Teaching students how to student

There’s an expression about how the shoemaker’s children have no shoes. Well, the social media consultant is terrible at her own social media!

I’ve clearly fallen behind in my New Year’s resolution of a blog post a month. I thought I might catch up when I had a month off work this summer, but somehow social media was the last thing I wanted to work on.

But I’m back at work now and busier than ever. In fact, this fall will be the most paid work I’ve had at once since I quit a full time job to go back to school a decade ago.

I’m have resumed my social media work with the Faculty of Humanities at the university and what a difference a year in the job makes! I feel really comfortable in the position, now that I’ve figured out what I need to be doing, and I’m seeing the benefits of the connections and network I’ve been building. I’m really looking forward to the year ahead!

I’ve also been fortunate to pick up several other small contracts to flesh out my hours and paycheque. I’ve just started working with our Centre for Pedagogical Innovation (CPI) where I’m helping out with a number of very interesting projects, including TA training, support for those teaching large classes, and research into the perceptions of the value of teaching. I have a lot of experience as a teaching assistant (TA) in the classroom and even helping professors develop pedagogical resources, so it’s exciting to be thinking and learning about pedagogy from a different perspective.

Finally, if enrolment numbers permit, I may get to spend a little time in the classroom again this year as a TA.

Which relates to the Twitter thread I want to share with you. @atrubek shared this really great thread tonight and it so important! I think when we’re teaching it’s so easy to get caught up in the transmission of content and forget about the transmission of skills. I don’t mean discipline-specific skills, but the “how to be a student” skills.

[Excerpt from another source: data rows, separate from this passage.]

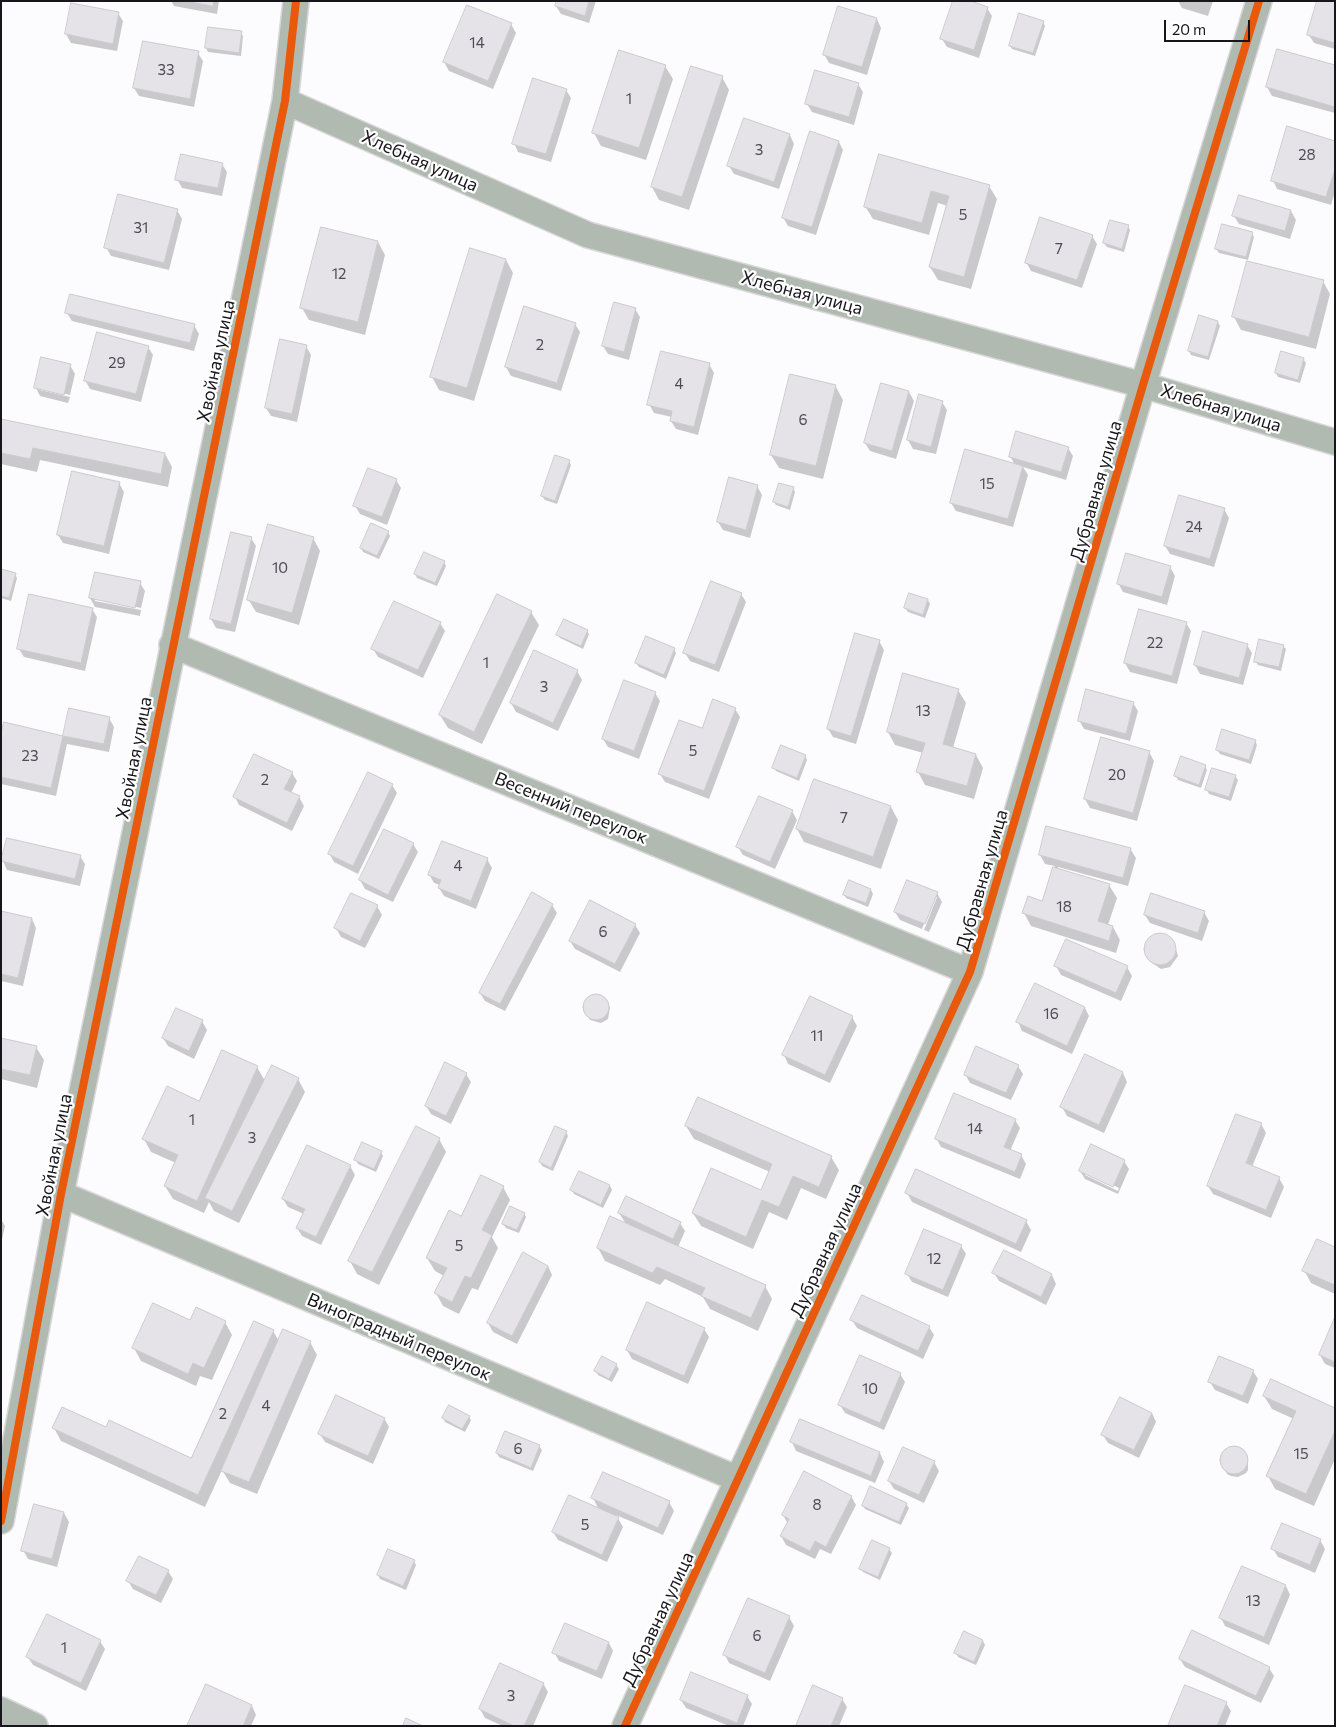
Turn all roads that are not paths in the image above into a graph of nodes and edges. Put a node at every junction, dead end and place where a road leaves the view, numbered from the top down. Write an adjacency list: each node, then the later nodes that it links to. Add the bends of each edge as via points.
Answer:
1 (296, 1): 3 (street, Хвойная улица)
2 (1259, 1): 4 (street, Дубравная улица)
3 (285, 101): 4 (street, Хлебная улица, via 588,235); 6 (street, Хвойная улица)
4 (1142, 385): 5 (street, Хлебная улица); 7 (street, Дубравная улица)
5 (1335, 442)
6 (172, 645): 7 (street, Весенний переулок); 8 (street, Хвойная улица)
7 (970, 972): 9 (street, Дубравная улица)
8 (61, 1194): 9 (street, Виноградный переулок); 10 (street, Хвойная улица)
9 (738, 1479): 13 (street, Дубравная улица)
10 (1, 1520)
11 (1, 1710): 12 (street)
12 (35, 1726)
13 (625, 1726)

It’s easy, when we’ve been academics for 5, 10, 15 years or longer to forget that we, too, started someplace. We didn’t enter university knowing everything. Sure, we like to think we were more self-sufficient and self-starting than “today’s students” but hindsight can have a gloss superiority to it.

Our students come to us from a wide variety of backgrounds and face a diversity of pressures that we may not have faced.

In my case, for example, my mother had attended university and I had two older sisters in university as well, so I had lots of support at home in navigating the system and knowing what I needed to do.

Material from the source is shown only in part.